Afrika'da çalışan antropolog, bir kabilenin çocuklarıyla oyun oynamak ister. Meydanda toplanırlar. Adam ileride bir ağacın altına biraz meyve bırakır. Ağaca ilk ulaşanın ödülü o meyveleri yemek olacaktır.
Çocuklara "Haydi, en hızlı olan kazanır! Birinci olan meyveleri yer!" der.
O an bütün çocuklar el ele tutuşur, ağaca birlikte koşarak ulaşırlar. Hep beraber meyveleri yemeye başlarlar. Antropolog hem mutludur, hem şaşkındır. Sorar çocuklara: "Neden böyle yaptınız?"
Şu cevabı verir çocuklar:
"Biz 'Ubuntu' yaptık. Yarışsaydık yarışı kazanan bir kişi olacaktı. Nasıl olur da diğerleri mutsuzken yarışı kazanan bir kişi meyveyi yiyebilir? Oysa biz Ubuntu yaparak hepimiz yedik."
Tam olarak hiçbir dilde karşılığı yok fakat "Ben, biz olduğumuz zaman benim!" sloganı üzerinde şekil alır Ubuntu.
Bir adam daha yavruyken bir aslanı sahiplenmiş. Ona zamanla bağlanmış. O kadar çok seviyormuş ki kendi çocuğu gibi ilgileniyormuş. Bir gün onu beslerken aslan adamın koluna bir pençe atmış. Bir süre hastanede yattıktan sonra taburcu olmuş, ancak çok sevip büyüttüğü aslanın bu davranışını asla unutamamış ve depresyona girmiş.

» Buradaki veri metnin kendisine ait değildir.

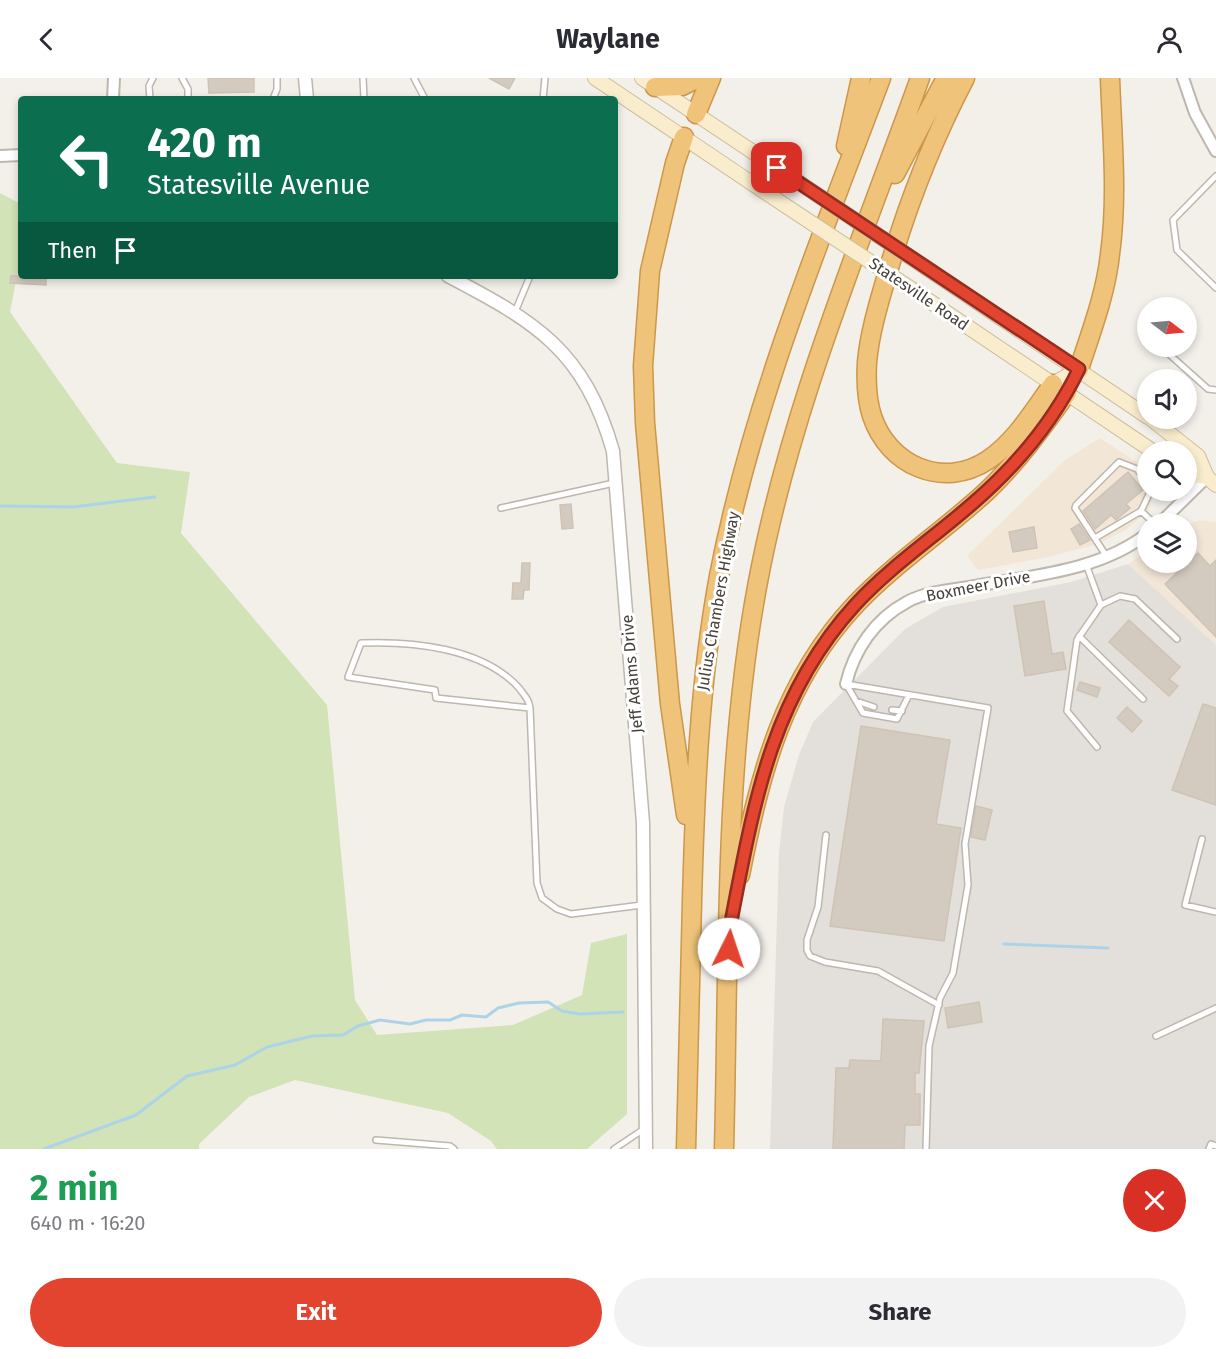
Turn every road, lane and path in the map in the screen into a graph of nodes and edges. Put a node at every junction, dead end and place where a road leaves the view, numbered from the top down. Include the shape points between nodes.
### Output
1 (114, 78) edge
2 (153, 78) edge
3 (182, 78) edge
4 (277, 78) edge
5 (305, 78) edge
6 (363, 78) edge
7 (414, 78) edge
8 (544, 78) edge
9 (595, 78) edge
10 (698, 78) edge
11 (711, 78) edge
12 (861, 78) edge
13 (881, 78) edge
14 (920, 78) edge
15 (946, 78) edge
16 (965, 78) edge
17 (1110, 78) edge
18 (1183, 78) edge
19 (649, 82) edge
20 (113, 96) edge
21 (150, 96) edge
22 (188, 96) edge
23 (274, 96) edge
24 (307, 96) edge
25 (364, 96) edge
26 (423, 96) edge
27 (543, 96) edge
28 (696, 114) junction
29 (684, 137) junction
30 (1216, 151) edge
31 (18, 154) edge
32 (0, 156) edge
33 (1216, 176) edge
34 (832, 209) junction
35 (865, 232) junction
36 (454, 279) edge
37 (529, 279) edge
38 (1216, 288) edge
39 (515, 312) junction
40 (1172, 357) edge
41 (1079, 369) junction
42 (1060, 388) junction
43 (1216, 390) edge
44 (1137, 410) edge
45 (1163, 429) edge
46 (1138, 441) edge
47 (1137, 469) edge
48 (1211, 481) edge
49 (616, 483) junction
50 (1146, 501) edge
51 (501, 508) dead end
52 (1141, 511) junction
53 (1143, 513) edge
54 (1171, 513) edge
55 (1095, 538) junction
56 (1137, 540) edge
57 (1107, 557) junction
58 (1086, 563) junction
59 (1101, 605) junction
60 (1079, 636) junction
61 (1177, 639) dead end
62 (846, 684) junction
63 (909, 695) junction
64 (1143, 699) dead end
65 (856, 701) junction
66 (874, 707) dead end
67 (530, 708) junction
68 (892, 710) dead end
69 (902, 711) junction
70 (1097, 747) dead end
71 (826, 835) dead end
72 (1202, 839) dead end
73 (693, 864) junction
74 (644, 905) junction
75 (1216, 912) edge
76 (730, 927) junction
77 (939, 1005) junction
78 (1216, 1008) edge
79 (1156, 1036) dead end
80 (646, 1128) junction
81 (376, 1140) dead end
82 (1216, 1146) edge
83 (454, 1149) edge
84 (614, 1149) edge
85 (646, 1149) edge
86 (686, 1149) edge
87 (724, 1149) edge
88 (926, 1149) edge
89 (1209, 1149) edge

1 - 20 street
2 - 21 lane
3 - 22 lane
4 - 23 lane
5 - 24 street
6 - 25 lane
7 - 26 lane
8 - 27 lane
9 - 29 main road, Statesville Road
10 - 19 highway via 682,86
11 - 28 highway
12 - 34 highway
13 - 34 highway, Julius Chambers Highway
14 - 35 highway
15 - 35 highway
16 - 42 highway via 912,195 879,302 867,360 872,417 884,441 910,465 954,473 981,464 1006,446
17 - 41 highway via 1110,254 1103,292
18 - 30 street
19 - 28 main road
28 - 29 main road
28 - 41 main road, bridge
29 - 42 main road, Statesville Road, bridge
29 - 73 highway via 650,271 643,366 670,704
31 - 32 street
33 - 38 lane via 1173,220 1177,250
34 - 73 highway, Julius Chambers Highway via 766,393 725,548 702,698
35 - 76 highway via 794,433 759,575 737,741
36 - 39 street, Jeff Adams Drive
37 - 39 lane
39 - 49 street, Jeff Adams Drive via 568,357 592,393 610,441
40 - 43 lane via 1208,389
41 - 42 main road
41 - 44 main road
42 - 46 main road, Statesville Road
42 - 76 highway via 1014,464 872,588 814,658 784,714 764,768
45 - 48 main road via 1198,456
47 - 55 lane via 1119,462 1076,505
48 - 54 street
49 - 51 lane
49 - 74 street, Jeff Adams Drive via 641,778
50 - 52 lane
52 - 53 lane
52 - 55 lane
55 - 57 lane
56 - 57 street, Boxmeer Drive
57 - 58 street, Boxmeer Drive
58 - 59 lane
58 - 62 street, Boxmeer Drive via 906,602 865,639 852,660
59 - 60 lane
59 - 61 lane via 1120,596 1135,599
60 - 64 lane
60 - 70 lane via 1067,711
62 - 63 lane
62 - 65 lane
63 - 69 lane
63 - 77 lane via 988,708 965,844 968,885 953,973
65 - 66 lane
65 - 69 lane via 863,713 897,719
67 - 67 lane via 530,701 504,672 453,651 361,643 348,677 435,690 436,698
67 - 74 lane via 536,871 542,898 571,914
68 - 69 lane
71 - 77 lane via 818,907 807,940 810,956 886,974 902,987
72 - 75 lane via 1185,905
73 - 86 highway, Julius Chambers Highway
74 - 80 street, Jeff Adams Drive
76 - 87 highway
77 - 88 lane via 929,1046
78 - 79 lane
80 - 84 lane
80 - 85 street, Jeff Adams Drive
81 - 83 lane
82 - 89 lane via 1211,1144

Bulunduğu çöküntü hissinden kurtulmak için bir psikoloğa gitmeye karar vermiş. Psikolog ona, depresyondan kurtulması için aslanı affetmesi gerektiğini söylemiş. Öfkesini bastırıp aslanı affetmiş adam ve tekrar işine dönmüş bir süre sonra.
Aslanla arası düzelmiş. Eski günlerine dönen adam artık çok mutluymuş. Ancak bir gün aslana kendi eliyle et verirken yine saldırıya uğramış. Adamın kalbinde, ellerindeki yaralardan daha derin bir yara açılmış o günden sonra. Vücudundaki yaralar iyileşir iyileşmez kalbindeki yaraya bir çare olur ümidiyle başka bir psikoloğa gitmiş. "Ben onu affetmiştim, neden bunu bana tekrar yaptı?" diye sormuş.
Psikolog ona hayatı boyunca unutamayacağı bir tavsiyede bulunmuş: "Affet ama asla unutma!"
Ne demişler:
"Komşunu sev ama bahçe duvarını yıkma."